PROBLEM – Collect from the data below each line with "Salvador".

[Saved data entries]
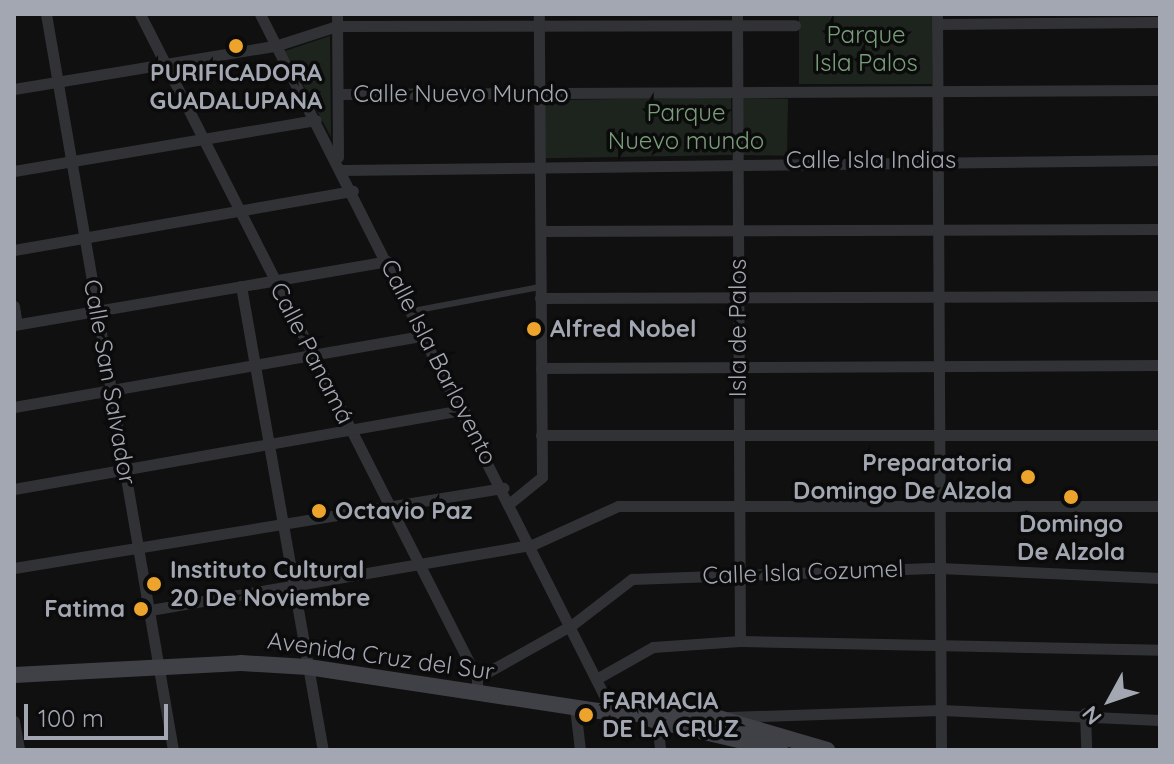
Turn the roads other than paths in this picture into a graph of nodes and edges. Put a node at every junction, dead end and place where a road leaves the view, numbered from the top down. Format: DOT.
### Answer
graph roads {
  1 [pos="46,14"];
  2 [pos="140,14"];
  3 [pos="260,14"];
  4 [pos="937,19"];
  5 [pos="337,20"];
  6 [pos="539,20"];
  7 [pos="737,20"];
  8 [pos="1160,22"];
  9 [pos="795,25"];
  10 [pos="275,46"];
  11 [pos="166,65"];
  12 [pos="58,82"];
  13 [pos="14,89"];
  14 [pos="939,89"];
  15 [pos="1160,90"];
  16 [pos="737,92"];
  17 [pos="338,94"];
  18 [pos="539,94"];
  19 [pos="316,120"];
  20 [pos="203,138"];
  21 [pos="737,160"];
  22 [pos="939,160"];
  23 [pos="1160,160"];
  24 [pos="71,161"];
  25 [pos="541,164"];
  26 [pos="340,166"];
  27 [pos="14,171"];
  28 [pos="353,191"];
  29 [pos="240,210"];
  30 [pos="738,228"];
  31 [pos="1160,229"];
  32 [pos="939,230"];
  33 [pos="541,231"];
  34 [pos="85,238"];
  35 [pos="14,250"];
  36 [pos="388,261"];
  37 [pos="276,280"];
  38 [pos="241,286"];
  39 [pos="540,292"];
  40 [pos="939,293"];
  41 [pos="738,296"];
  42 [pos="1160,296"];
  43 [pos="14,306"];
  44 [pos="98,311"];
  45 [pos="413,311"];
  46 [pos="16,325"];
  47 [pos="425,335"];
  48 [pos="313,355"];
  49 [pos="255,365"];
  50 [pos="1160,365"];
  51 [pos="939,366"];
  52 [pos="541,368"];
  53 [pos="738,368"];
  54 [pos="111,390"];
  55 [pos="14,407"];
  56 [pos="464,410"];
  57 [pos="350,429"];
  58 [pos="541,435"];
  59 [pos="738,435"];
  60 [pos="1160,435"];
  61 [pos="939,436"];
  62 [pos="269,445"];
  63 [pos="125,469"];
  64 [pos="503,488"];
  65 [pos="14,489"];
  66 [pos="389,503"];
  67 [pos="510,503"];
  68 [pos="939,504"];
  69 [pos="739,505"];
  70 [pos="1160,506"];
  71 [pos="282,521"];
  72 [pos="532,545"];
  73 [pos="138,546"];
  74 [pos="420,564"];
  75 [pos="14,568"];
  76 [pos="939,568"];
  77 [pos="740,573"];
  78 [pos="1160,578"];
  79 [pos="294,585"];
  80 [pos="150,610"];
  81 [pos="572,625"];
  82 [pos="740,641"];
  83 [pos="940,641"];
  84 [pos="1160,650"];
  85 [pos="159,666"];
  86 [pos="308,667"];
  87 [pos="14,675"];
  88 [pos="598,678"];
  89 [pos="477,685"];
  90 [pos="575,707"];
  91 [pos="941,710"];
  92 [pos="613,713"];
  93 [pos="1085,713"];
  94 [pos="653,717"];
  95 [pos="715,717"];
  96 [pos="1160,720"];
  97 [pos="14,721"];
  98 [pos="19,750"];
  99 [pos="173,750"];
  100 [pos="323,750"];
  101 [pos="580,750"];
  102 [pos="660,750"];
  103 [pos="781,750"];
  104 [pos="827,750"];
  105 [pos="941,750"];
  106 [pos="1086,750"];
  1 -- 12 [label="street, Calle San Salvador"];
  2 -- 11 [label="street, Calle Panamá"];
  3 -- 10 [label="street, Calle Isla Barlovento"];
  4 -- 8 [label="street"];
  4 -- 14 [label="street"];
  5 -- 6 [label="street"];
  5 -- 10 [label="street"];
  5 -- 17 [label="street"];
  6 -- 7 [label="street"];
  6 -- 18 [label="street"];
  7 -- 9 [label="street"];
  7 -- 16 [label="street, Isla de Palos"];
  10 -- 11 [label="street"];
  10 -- 19 [label="street, Calle Isla Barlovento"];
  11 -- 12 [label="street"];
  11 -- 20 [label="street, Calle Panamá"];
  12 -- 13 [label="street"];
  12 -- 24 [label="street, Calle San Salvador"];
  14 -- 15 [label="street, Calle Nuevo Mundo"];
  14 -- 16 [label="street, Calle Nuevo Mundo"];
  14 -- 22 [label="street"];
  16 -- 18 [label="street, Calle Nuevo Mundo"];
  16 -- 21 [label="street, Isla de Palos"];
  17 -- 18 [label="street, Calle Nuevo Mundo"];
  17 -- 26 [label="street"];
  18 -- 25 [label="street"];
  19 -- 20 [label="street"];
  19 -- 26 [label="street, Calle Isla Barlovento"];
  20 -- 24 [label="street"];
  20 -- 29 [label="street, Calle Panamá"];
  21 -- 22 [label="street, Calle Isla Indias"];
  21 -- 25 [label="street, Calle Isla Indias"];
  21 -- 30 [label="street, Isla de Palos"];
  22 -- 23 [label="street, Calle Isla Indias"];
  22 -- 32 [label="street"];
  24 -- 27 [label="street"];
  24 -- 34 [label="street, Calle San Salvador"];
  25 -- 26 [label="street, Calle Isla Indias"];
  25 -- 33 [label="street"];
  26 -- 28 [label="street, Calle Isla Barlovento"];
  28 -- 29 [label="street"];
  28 -- 36 [label="street, Calle Isla Barlovento"];
  29 -- 34 [label="street"];
  29 -- 37 [label="street, Calle Panamá"];
  30 -- 32 [label="street"];
  30 -- 33 [label="street"];
  30 -- 41 [label="street, Isla de Palos"];
  31 -- 32 [label="street"];
  32 -- 40 [label="street"];
  33 -- 39 [label="street"];
  34 -- 35 [label="street"];
  34 -- 44 [label="street, Calle San Salvador"];
  36 -- 37 [label="street"];
  36 -- 45 [label="street, Calle Isla Barlovento"];
  37 -- 38 [label="street"];
  37 -- 48 [label="street, Calle Panamá"];
  38 -- 44 [label="street"];
  38 -- 49 [label="street"];
  39 -- 41 [label="street"];
  39 -- 45 [label="lane"];
  39 -- 52 [label="street"];
  40 -- 41 [label="street"];
  40 -- 42 [label="street"];
  40 -- 51 [label="street"];
  41 -- 53 [label="street, Isla de Palos"];
  43 -- 46 [label="street"];
  44 -- 46 [label="street"];
  44 -- 54 [label="street, Calle San Salvador"];
  45 -- 47 [label="street, Calle Isla Barlovento"];
  47 -- 48 [label="street"];
  47 -- 56 [label="street, Calle Isla Barlovento"];
  48 -- 49 [label="street"];
  48 -- 57 [label="street, Calle Panamá"];
  49 -- 54 [label="street"];
  49 -- 62 [label="street"];
  50 -- 51 [label="street"];
  51 -- 53 [label="street"];
  51 -- 61 [label="street"];
  52 -- 53 [label="street"];
  52 -- 58 [label="street"];
  53 -- 59 [label="street, Isla de Palos"];
  54 -- 55 [label="street"];
  54 -- 63 [label="street, Calle San Salvador"];
  56 -- 57 [label="street"];
  56 -- 64 [label="street, Calle Isla Barlovento"];
  57 -- 62 [label="street"];
  57 -- 66 [label="street, Calle Panamá"];
  58 -- 59 [label="street"];
  58 -- 67 [label="street"];
  59 -- 61 [label="street"];
  59 -- 69 [label="street, Isla de Palos"];
  60 -- 61 [label="street"];
  61 -- 68 [label="street"];
  62 -- 63 [label="street"];
  62 -- 71 [label="street"];
  63 -- 65 [label="street"];
  63 -- 73 [label="street, Calle San Salvador"];
  64 -- 66 [label="street"];
  64 -- 67 [label="street, Calle Isla Barlovento"];
  66 -- 71 [label="street"];
  66 -- 74 [label="street, Calle Panamá"];
  67 -- 72 [label="street, Calle Isla Barlovento"];
  68 -- 69 [label="street"];
  68 -- 70 [label="street"];
  68 -- 76 [label="street"];
  69 -- 72 [label="street"];
  69 -- 77 [label="street, Isla de Palos"];
  71 -- 73 [label="street"];
  71 -- 79 [label="street"];
  72 -- 74 [label="street"];
  72 -- 81 [label="street, Calle Isla Barlovento"];
  73 -- 75 [label="street"];
  73 -- 80 [label="street, Calle San Salvador"];
  74 -- 79 [label="street"];
  74 -- 89 [label="street, Calle Panamá"];
  76 -- 77 [label="street, Calle Isla Cozumel"];
  76 -- 78 [label="street, Calle Isla Cozumel"];
  76 -- 83 [label="street"];
  77 -- 81 [label="street, Calle Isla Cozumel"];
  77 -- 82 [label="street, Isla de Palos"];
  79 -- 80 [label="street"];
  79 -- 86 [label="street"];
  80 -- 85 [label="street, Calle San Salvador"];
  81 -- 88 [label="street, Calle Isla Barlovento"];
  81 -- 89 [label="street, Calle Isla Cozumel"];
  82 -- 83 [label="street"];
  82 -- 88 [label="street"];
  83 -- 84 [label="street"];
  83 -- 91 [label="street"];
  85 -- 86 [label="main road, Avenida Cruz del Sur"];
  85 -- 87 [label="main road, Avenida Cruz del Sur"];
  85 -- 99 [label="street, Calle San Salvador"];
  86 -- 89 [label="main road, Avenida Cruz del Sur"];
  86 -- 100 [label="street"];
  88 -- 92 [label="street, Calle Isla Barlovento"];
  89 -- 90 [label="main road, Avenida Cruz del Sur"];
  90 -- 92 [label="main road, Avenida Cruz del Sur"];
  90 -- 101 [label="street"];
  91 -- 93 [label="street"];
  91 -- 95 [label="street"];
  91 -- 105 [label="street"];
  92 -- 94 [label="main road, Avenida Cruz del Sur"];
  93 -- 96 [label="street"];
  93 -- 106 [label="street"];
  94 -- 95 [label="main road, Avenida Cruz del Sur"];
  94 -- 102 [label="street"];
  94 -- 103 [label="main road, Avenida Cruz del Sur"];
  95 -- 104 [label="main road, Avenida Cruz del Sur"];
  97 -- 98 [label="street"];
}
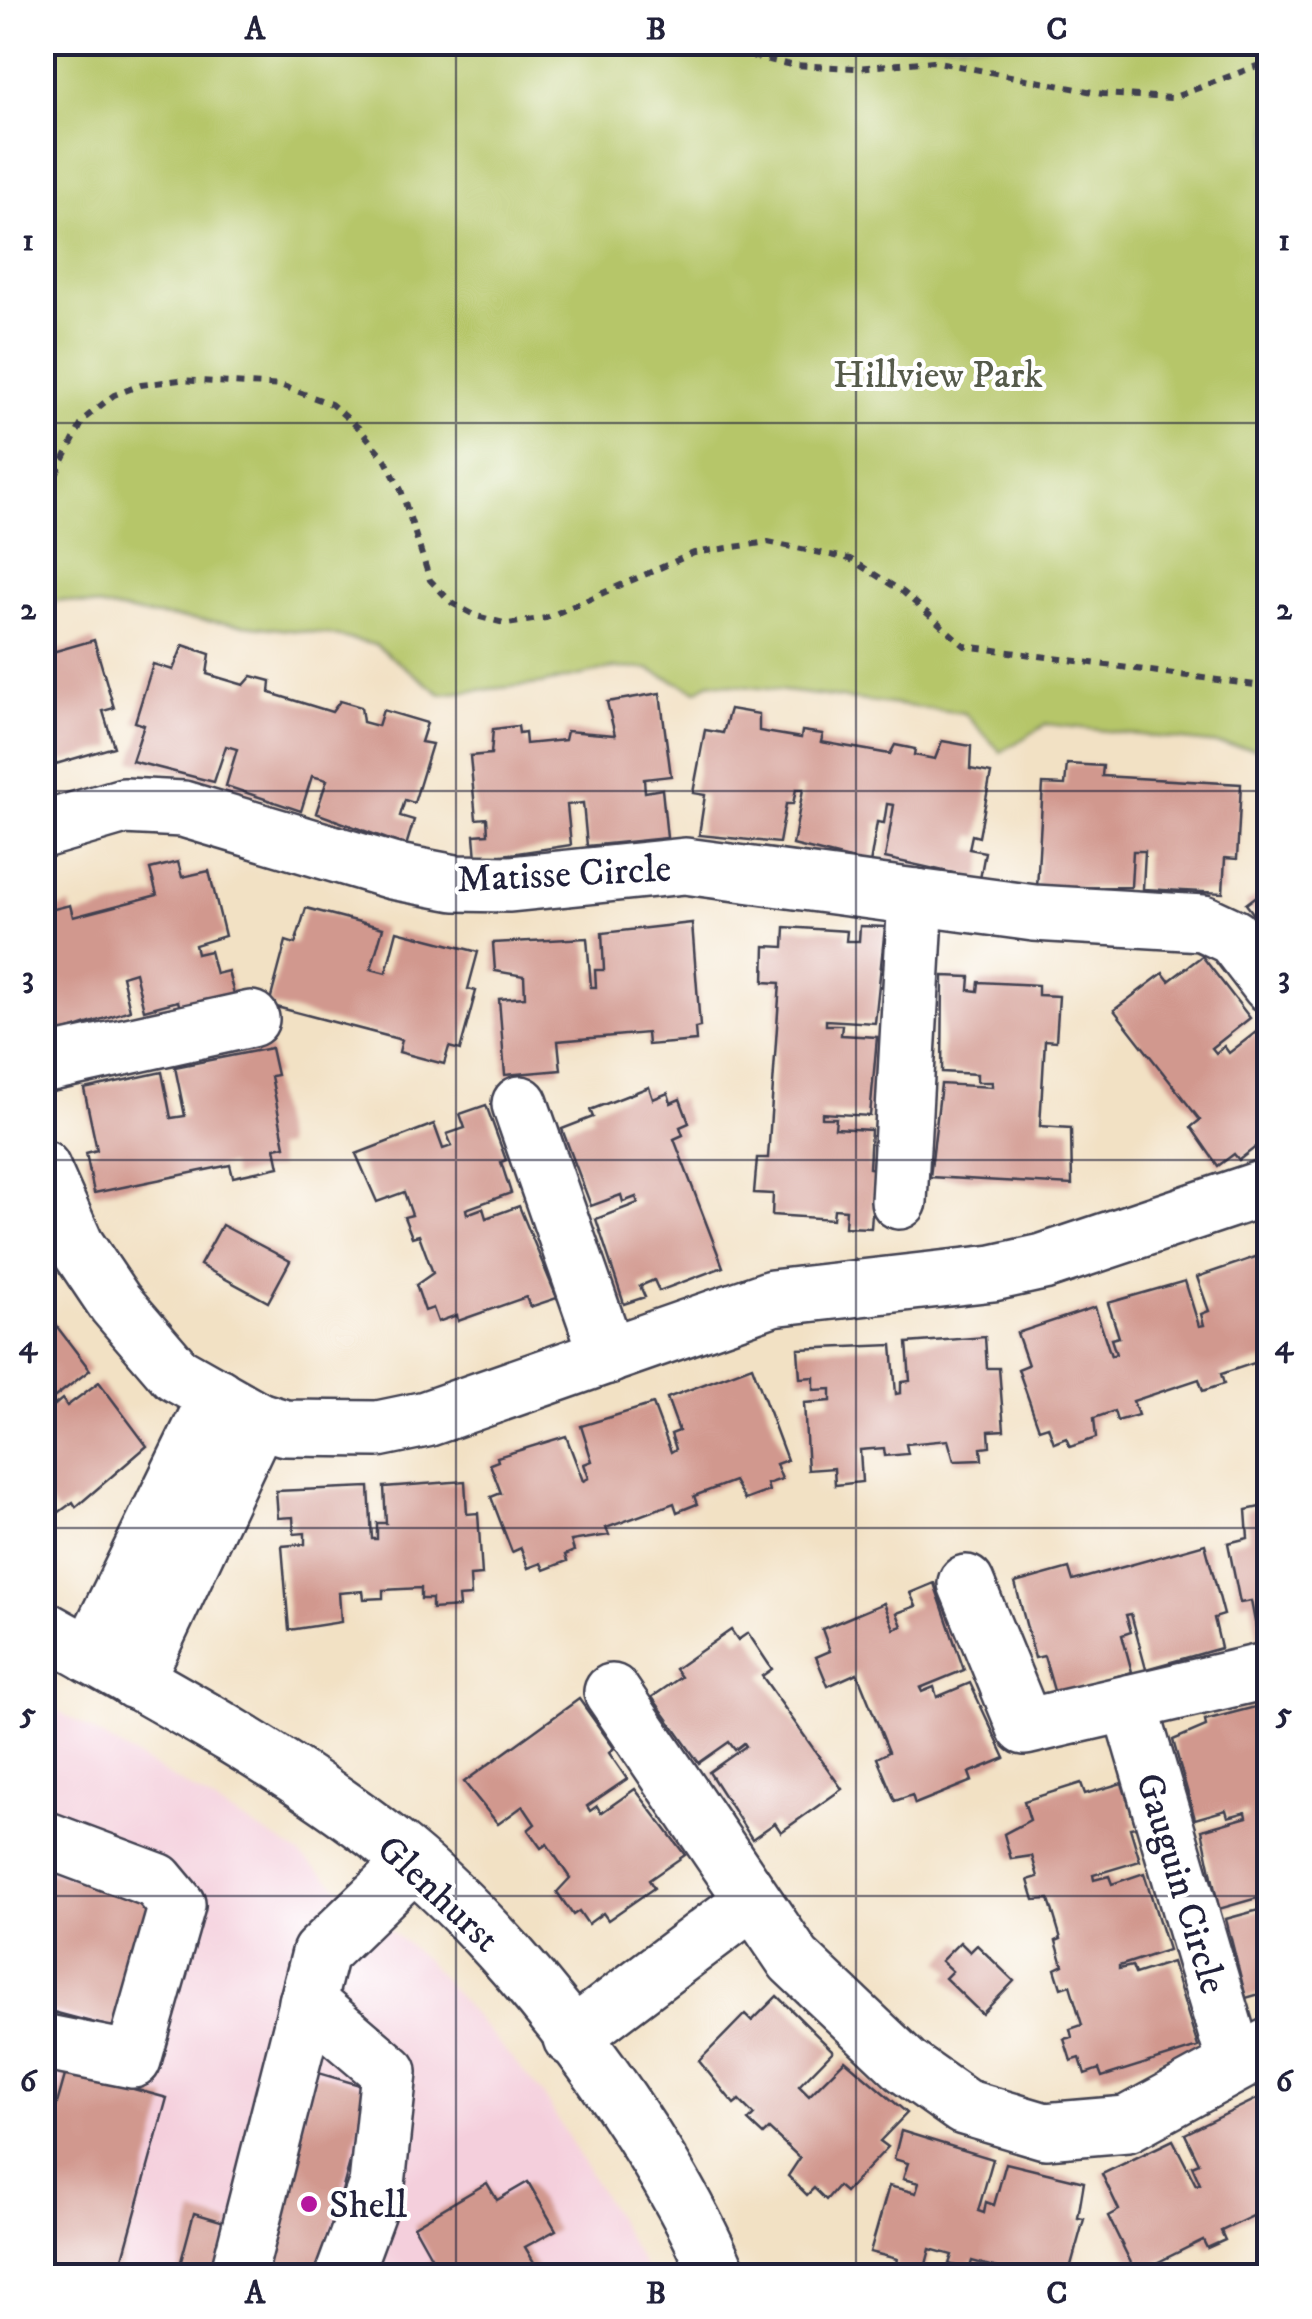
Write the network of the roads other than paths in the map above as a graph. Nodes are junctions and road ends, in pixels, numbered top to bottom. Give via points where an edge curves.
1 (42, 830) edge
2 (916, 897) junction
3 (1270, 985) edge
4 (251, 1019) dead end
5 (42, 1065) edge
6 (520, 1104) dead end
7 (42, 1168) edge
8 (1270, 1186) edge
9 (898, 1201) dead end
10 (608, 1356) junction
11 (238, 1408) junction
12 (966, 1583) dead end
13 (42, 1628) edge
14 (112, 1668) junction
15 (1270, 1670) edge
16 (612, 1692) dead end
17 (1129, 1703) junction
18 (42, 1838) edge
19 (413, 1864) junction
20 (752, 1901) junction
21 (307, 2002) junction
22 (571, 2038) junction
23 (42, 2042) edge
24 (1252, 2054) edge
25 (238, 2276) edge
26 (344, 2276) edge
27 (719, 2276) edge

1 - 2 street, Matisse Circle via 124,806 183,809 455,883 510,884 686,866
2 - 3 street, Matisse Circle via 1034,913 1202,923 1234,937
2 - 9 street
4 - 5 street
6 - 10 street
7 - 11 street via 76,1245 115,1304 175,1372
8 - 10 street via 1044,1262 772,1298
10 - 11 street via 426,1420 378,1429 284,1428
11 - 14 street
12 - 17 street via 1026,1727
13 - 14 street, Glenhurst
14 - 19 street, Glenhurst via 324,1795
15 - 17 street
16 - 20 street, Gauguin Circle
17 - 24 street, Gauguin Circle
18 - 23 street via 157,1881 177,1905 132,2060
19 - 21 street via 320,1952
19 - 22 street, Glenhurst via 463,1908
20 - 22 street
20 - 24 street, Gauguin Circle via 794,1960 906,2066 964,2108 1045,2131 1127,2124
21 - 25 street
21 - 26 street via 388,2072 377,2184
22 - 27 street, Glenhurst via 622,2104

EXERCISE RESPONSE –
  1 -- 12 [label="street, Calle San Salvador"];
  12 -- 24 [label="street, Calle San Salvador"];
  24 -- 34 [label="street, Calle San Salvador"];
  34 -- 44 [label="street, Calle San Salvador"];
  44 -- 54 [label="street, Calle San Salvador"];
  54 -- 63 [label="street, Calle San Salvador"];
  63 -- 73 [label="street, Calle San Salvador"];
  73 -- 80 [label="street, Calle San Salvador"];
  80 -- 85 [label="street, Calle San Salvador"];
  85 -- 99 [label="street, Calle San Salvador"];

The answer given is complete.